Your reply should be the entries, output word for word, with each picture omitted.
┌─ Given entries
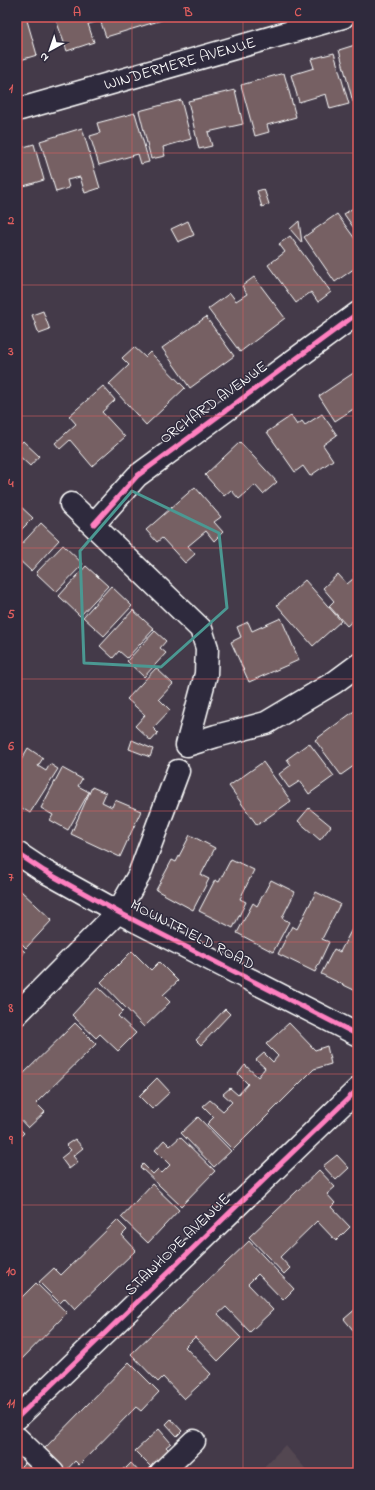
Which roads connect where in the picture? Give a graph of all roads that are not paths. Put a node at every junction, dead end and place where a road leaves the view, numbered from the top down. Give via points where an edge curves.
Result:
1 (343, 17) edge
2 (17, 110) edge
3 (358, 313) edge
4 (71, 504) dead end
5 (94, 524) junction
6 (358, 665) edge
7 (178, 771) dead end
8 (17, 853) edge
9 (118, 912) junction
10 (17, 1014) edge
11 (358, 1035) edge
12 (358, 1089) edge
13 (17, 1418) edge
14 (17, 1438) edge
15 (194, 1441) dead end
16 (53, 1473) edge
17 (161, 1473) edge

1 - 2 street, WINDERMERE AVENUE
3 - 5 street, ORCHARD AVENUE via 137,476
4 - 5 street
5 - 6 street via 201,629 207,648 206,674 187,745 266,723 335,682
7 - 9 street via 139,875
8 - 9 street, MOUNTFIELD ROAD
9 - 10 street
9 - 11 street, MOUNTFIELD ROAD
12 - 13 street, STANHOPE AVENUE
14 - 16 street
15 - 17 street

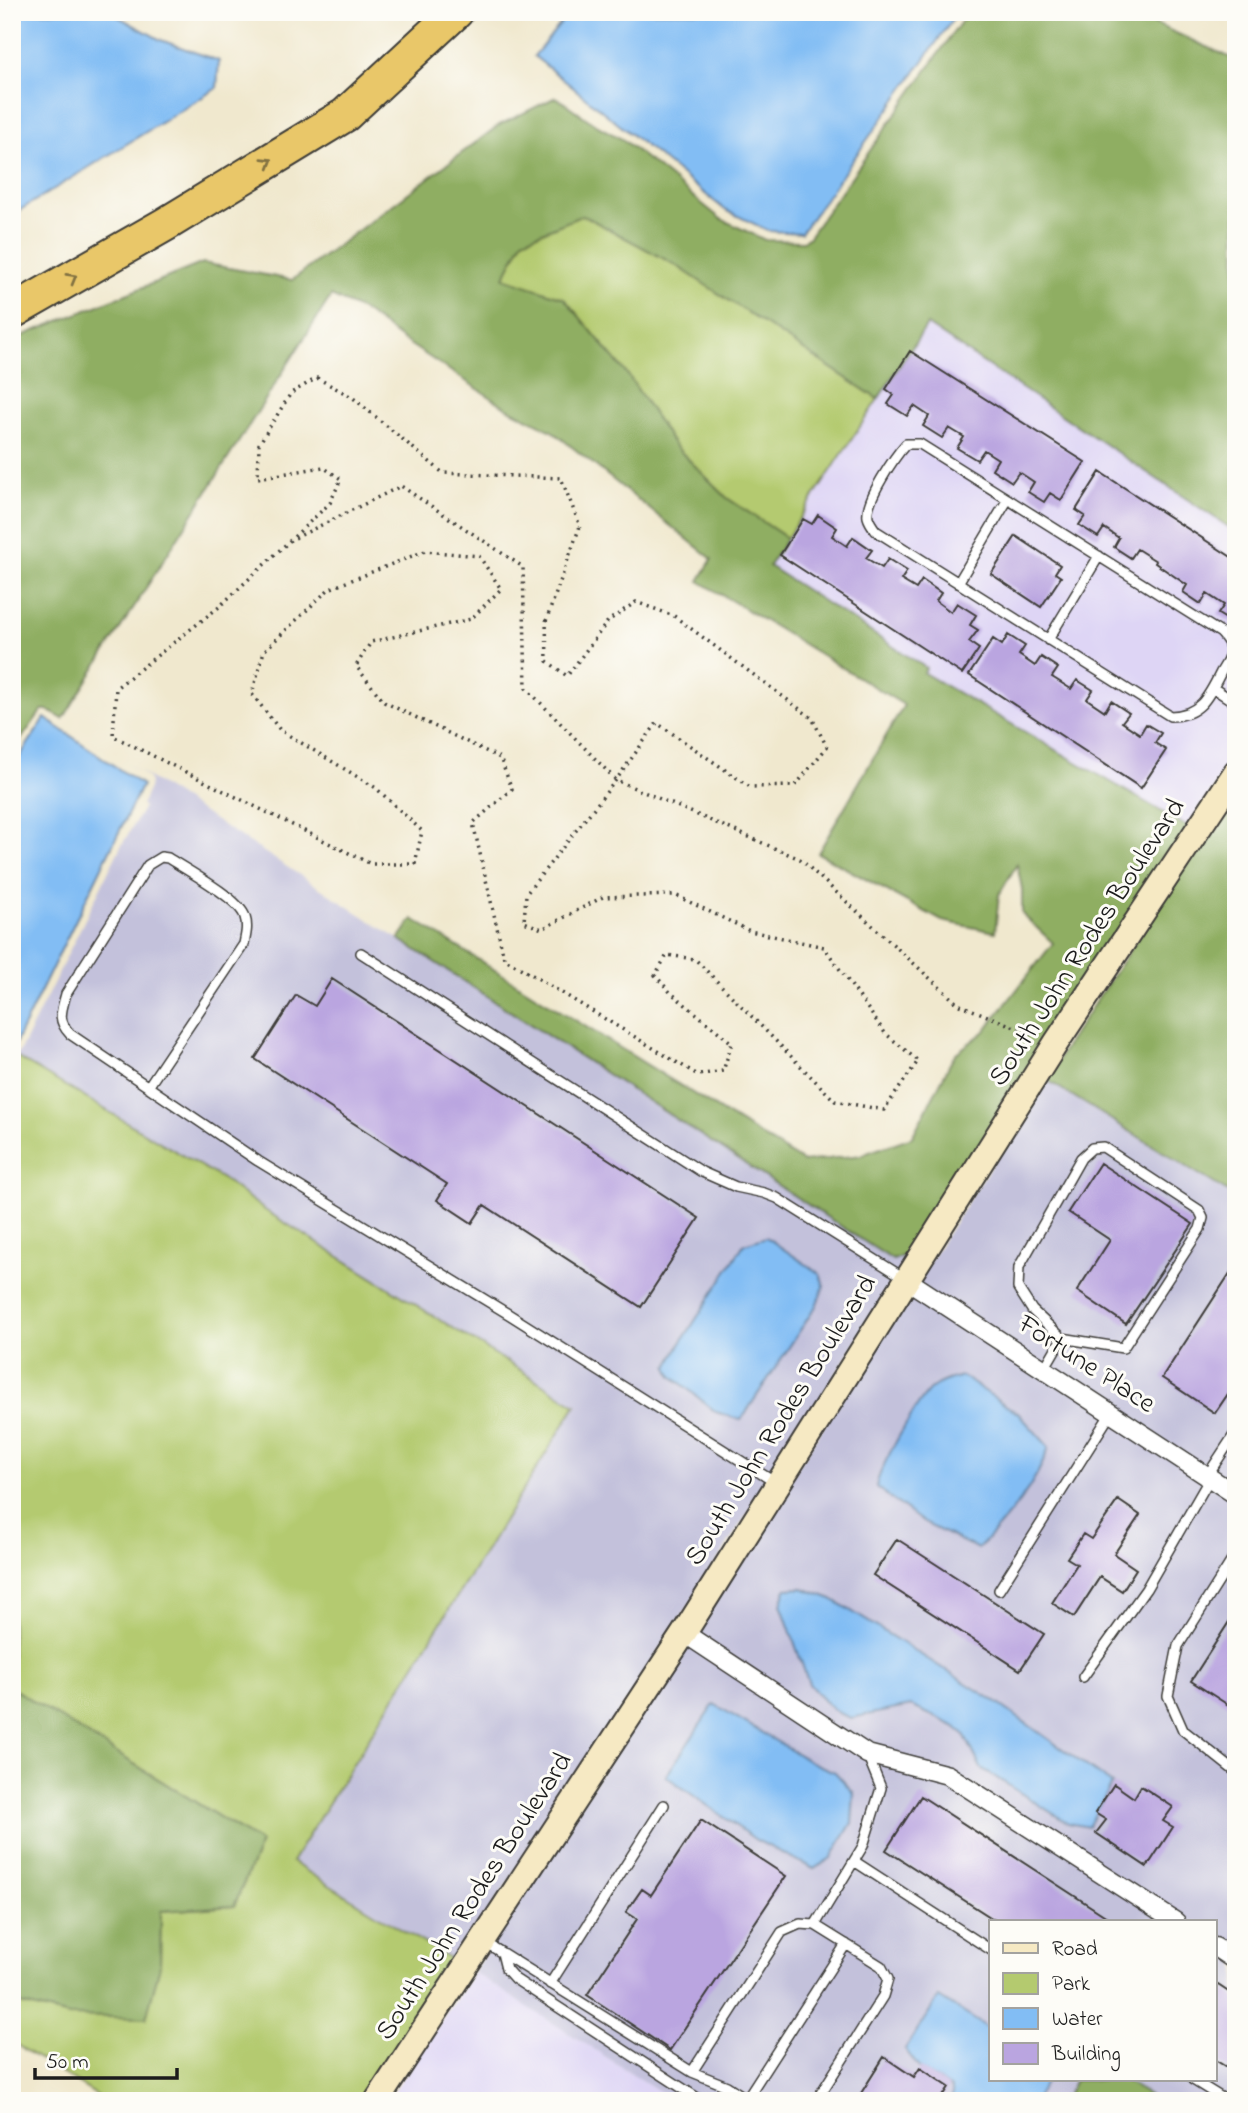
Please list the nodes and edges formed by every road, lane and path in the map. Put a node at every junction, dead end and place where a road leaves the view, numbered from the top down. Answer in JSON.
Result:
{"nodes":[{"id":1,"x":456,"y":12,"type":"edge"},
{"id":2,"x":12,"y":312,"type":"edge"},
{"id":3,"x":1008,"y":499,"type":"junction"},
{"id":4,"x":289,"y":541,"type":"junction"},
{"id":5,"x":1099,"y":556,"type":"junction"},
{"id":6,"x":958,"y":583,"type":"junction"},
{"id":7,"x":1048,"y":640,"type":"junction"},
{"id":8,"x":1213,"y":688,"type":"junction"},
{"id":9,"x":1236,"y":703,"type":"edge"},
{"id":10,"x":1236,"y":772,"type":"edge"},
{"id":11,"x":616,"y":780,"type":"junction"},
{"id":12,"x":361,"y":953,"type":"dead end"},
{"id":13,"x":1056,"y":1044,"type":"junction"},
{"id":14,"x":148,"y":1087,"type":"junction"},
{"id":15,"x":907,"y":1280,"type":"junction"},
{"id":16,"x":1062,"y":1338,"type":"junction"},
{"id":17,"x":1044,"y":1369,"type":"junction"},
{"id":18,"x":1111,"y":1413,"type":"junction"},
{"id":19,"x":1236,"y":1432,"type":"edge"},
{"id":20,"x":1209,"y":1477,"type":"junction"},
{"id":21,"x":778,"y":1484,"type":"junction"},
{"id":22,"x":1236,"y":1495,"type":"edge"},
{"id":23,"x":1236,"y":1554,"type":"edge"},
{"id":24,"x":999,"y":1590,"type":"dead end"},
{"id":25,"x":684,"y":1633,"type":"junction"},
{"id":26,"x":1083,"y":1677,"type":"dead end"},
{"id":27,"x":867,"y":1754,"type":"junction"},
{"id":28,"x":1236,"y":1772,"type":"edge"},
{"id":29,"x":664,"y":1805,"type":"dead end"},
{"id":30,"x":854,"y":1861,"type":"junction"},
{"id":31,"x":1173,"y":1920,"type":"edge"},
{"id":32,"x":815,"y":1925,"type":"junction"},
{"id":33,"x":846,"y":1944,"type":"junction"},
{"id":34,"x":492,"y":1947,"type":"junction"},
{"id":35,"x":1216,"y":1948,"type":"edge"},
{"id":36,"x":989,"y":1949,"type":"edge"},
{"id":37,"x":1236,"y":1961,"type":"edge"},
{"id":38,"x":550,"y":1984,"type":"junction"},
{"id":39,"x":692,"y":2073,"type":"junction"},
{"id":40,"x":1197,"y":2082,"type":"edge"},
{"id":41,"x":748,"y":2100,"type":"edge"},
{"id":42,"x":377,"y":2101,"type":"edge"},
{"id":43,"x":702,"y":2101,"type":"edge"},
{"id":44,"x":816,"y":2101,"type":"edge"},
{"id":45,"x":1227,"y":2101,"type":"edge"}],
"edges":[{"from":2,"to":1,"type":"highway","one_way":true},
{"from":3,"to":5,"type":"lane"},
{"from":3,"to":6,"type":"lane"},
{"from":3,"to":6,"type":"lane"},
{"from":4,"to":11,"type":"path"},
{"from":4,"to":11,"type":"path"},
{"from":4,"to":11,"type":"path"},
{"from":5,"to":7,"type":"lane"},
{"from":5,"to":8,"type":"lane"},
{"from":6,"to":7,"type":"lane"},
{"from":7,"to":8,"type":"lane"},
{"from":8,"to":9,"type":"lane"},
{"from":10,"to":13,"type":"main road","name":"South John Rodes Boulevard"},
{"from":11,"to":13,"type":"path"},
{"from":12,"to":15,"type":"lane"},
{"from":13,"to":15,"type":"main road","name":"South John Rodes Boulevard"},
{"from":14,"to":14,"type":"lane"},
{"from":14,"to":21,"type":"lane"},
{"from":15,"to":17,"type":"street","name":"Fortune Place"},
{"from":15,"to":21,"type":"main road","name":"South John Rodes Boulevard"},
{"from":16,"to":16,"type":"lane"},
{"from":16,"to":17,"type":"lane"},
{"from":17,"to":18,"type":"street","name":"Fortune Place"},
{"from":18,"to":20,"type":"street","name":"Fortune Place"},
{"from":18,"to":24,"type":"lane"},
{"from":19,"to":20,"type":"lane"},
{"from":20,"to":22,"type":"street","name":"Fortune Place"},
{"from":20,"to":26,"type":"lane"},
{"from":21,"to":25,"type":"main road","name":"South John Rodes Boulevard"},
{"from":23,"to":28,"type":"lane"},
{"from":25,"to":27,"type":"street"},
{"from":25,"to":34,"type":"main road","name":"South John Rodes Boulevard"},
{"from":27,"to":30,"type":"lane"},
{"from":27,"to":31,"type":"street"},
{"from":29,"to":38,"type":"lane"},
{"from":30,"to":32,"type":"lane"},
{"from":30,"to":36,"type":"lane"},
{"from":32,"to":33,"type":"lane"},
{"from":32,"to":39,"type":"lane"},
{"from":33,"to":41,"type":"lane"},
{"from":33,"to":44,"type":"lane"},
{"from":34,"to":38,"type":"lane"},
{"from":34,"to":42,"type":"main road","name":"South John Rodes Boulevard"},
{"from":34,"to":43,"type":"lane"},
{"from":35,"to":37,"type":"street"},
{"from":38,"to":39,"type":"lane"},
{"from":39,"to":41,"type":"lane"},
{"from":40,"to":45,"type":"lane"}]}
└─
▶ _Your response_:
Which roads connect where in the picture? Give a graph of all roads that are not paths. Put a node at every junction, dead end and place where a road leaves the view, numbered from the top down. Give via points where an edge curves.
Result:
1 (343, 17) edge
2 (17, 110) edge
3 (358, 313) edge
4 (71, 504) dead end
5 (94, 524) junction
6 (358, 665) edge
7 (178, 771) dead end
8 (17, 853) edge
9 (118, 912) junction
10 (17, 1014) edge
11 (358, 1035) edge
12 (358, 1089) edge
13 (17, 1418) edge
14 (17, 1438) edge
15 (194, 1441) dead end
16 (53, 1473) edge
17 (161, 1473) edge

1 - 2 street, WINDERMERE AVENUE
3 - 5 street, ORCHARD AVENUE via 137,476
4 - 5 street
5 - 6 street via 201,629 207,648 206,674 187,745 266,723 335,682
7 - 9 street via 139,875
8 - 9 street, MOUNTFIELD ROAD
9 - 10 street
9 - 11 street, MOUNTFIELD ROAD
12 - 13 street, STANHOPE AVENUE
14 - 16 street
15 - 17 street

Please list the nodes and edges formed by every road, lane and path in the map. Put a node at every junction, dead end and place where a road leaves the view, numbered from the top down. Answer in JSON.
Result:
{"nodes":[{"id":1,"x":456,"y":12,"type":"edge"},
{"id":2,"x":12,"y":312,"type":"edge"},
{"id":3,"x":1008,"y":499,"type":"junction"},
{"id":4,"x":289,"y":541,"type":"junction"},
{"id":5,"x":1099,"y":556,"type":"junction"},
{"id":6,"x":958,"y":583,"type":"junction"},
{"id":7,"x":1048,"y":640,"type":"junction"},
{"id":8,"x":1213,"y":688,"type":"junction"},
{"id":9,"x":1236,"y":703,"type":"edge"},
{"id":10,"x":1236,"y":772,"type":"edge"},
{"id":11,"x":616,"y":780,"type":"junction"},
{"id":12,"x":361,"y":953,"type":"dead end"},
{"id":13,"x":1056,"y":1044,"type":"junction"},
{"id":14,"x":148,"y":1087,"type":"junction"},
{"id":15,"x":907,"y":1280,"type":"junction"},
{"id":16,"x":1062,"y":1338,"type":"junction"},
{"id":17,"x":1044,"y":1369,"type":"junction"},
{"id":18,"x":1111,"y":1413,"type":"junction"},
{"id":19,"x":1236,"y":1432,"type":"edge"},
{"id":20,"x":1209,"y":1477,"type":"junction"},
{"id":21,"x":778,"y":1484,"type":"junction"},
{"id":22,"x":1236,"y":1495,"type":"edge"},
{"id":23,"x":1236,"y":1554,"type":"edge"},
{"id":24,"x":999,"y":1590,"type":"dead end"},
{"id":25,"x":684,"y":1633,"type":"junction"},
{"id":26,"x":1083,"y":1677,"type":"dead end"},
{"id":27,"x":867,"y":1754,"type":"junction"},
{"id":28,"x":1236,"y":1772,"type":"edge"},
{"id":29,"x":664,"y":1805,"type":"dead end"},
{"id":30,"x":854,"y":1861,"type":"junction"},
{"id":31,"x":1173,"y":1920,"type":"edge"},
{"id":32,"x":815,"y":1925,"type":"junction"},
{"id":33,"x":846,"y":1944,"type":"junction"},
{"id":34,"x":492,"y":1947,"type":"junction"},
{"id":35,"x":1216,"y":1948,"type":"edge"},
{"id":36,"x":989,"y":1949,"type":"edge"},
{"id":37,"x":1236,"y":1961,"type":"edge"},
{"id":38,"x":550,"y":1984,"type":"junction"},
{"id":39,"x":692,"y":2073,"type":"junction"},
{"id":40,"x":1197,"y":2082,"type":"edge"},
{"id":41,"x":748,"y":2100,"type":"edge"},
{"id":42,"x":377,"y":2101,"type":"edge"},
{"id":43,"x":702,"y":2101,"type":"edge"},
{"id":44,"x":816,"y":2101,"type":"edge"},
{"id":45,"x":1227,"y":2101,"type":"edge"}],
"edges":[{"from":2,"to":1,"type":"highway","one_way":true},
{"from":3,"to":5,"type":"lane"},
{"from":3,"to":6,"type":"lane"},
{"from":3,"to":6,"type":"lane"},
{"from":4,"to":11,"type":"path"},
{"from":4,"to":11,"type":"path"},
{"from":4,"to":11,"type":"path"},
{"from":5,"to":7,"type":"lane"},
{"from":5,"to":8,"type":"lane"},
{"from":6,"to":7,"type":"lane"},
{"from":7,"to":8,"type":"lane"},
{"from":8,"to":9,"type":"lane"},
{"from":10,"to":13,"type":"main road","name":"South John Rodes Boulevard"},
{"from":11,"to":13,"type":"path"},
{"from":12,"to":15,"type":"lane"},
{"from":13,"to":15,"type":"main road","name":"South John Rodes Boulevard"},
{"from":14,"to":14,"type":"lane"},
{"from":14,"to":21,"type":"lane"},
{"from":15,"to":17,"type":"street","name":"Fortune Place"},
{"from":15,"to":21,"type":"main road","name":"South John Rodes Boulevard"},
{"from":16,"to":16,"type":"lane"},
{"from":16,"to":17,"type":"lane"},
{"from":17,"to":18,"type":"street","name":"Fortune Place"},
{"from":18,"to":20,"type":"street","name":"Fortune Place"},
{"from":18,"to":24,"type":"lane"},
{"from":19,"to":20,"type":"lane"},
{"from":20,"to":22,"type":"street","name":"Fortune Place"},
{"from":20,"to":26,"type":"lane"},
{"from":21,"to":25,"type":"main road","name":"South John Rodes Boulevard"},
{"from":23,"to":28,"type":"lane"},
{"from":25,"to":27,"type":"street"},
{"from":25,"to":34,"type":"main road","name":"South John Rodes Boulevard"},
{"from":27,"to":30,"type":"lane"},
{"from":27,"to":31,"type":"street"},
{"from":29,"to":38,"type":"lane"},
{"from":30,"to":32,"type":"lane"},
{"from":30,"to":36,"type":"lane"},
{"from":32,"to":33,"type":"lane"},
{"from":32,"to":39,"type":"lane"},
{"from":33,"to":41,"type":"lane"},
{"from":33,"to":44,"type":"lane"},
{"from":34,"to":38,"type":"lane"},
{"from":34,"to":42,"type":"main road","name":"South John Rodes Boulevard"},
{"from":34,"to":43,"type":"lane"},
{"from":35,"to":37,"type":"street"},
{"from":38,"to":39,"type":"lane"},
{"from":39,"to":41,"type":"lane"},
{"from":40,"to":45,"type":"lane"}]}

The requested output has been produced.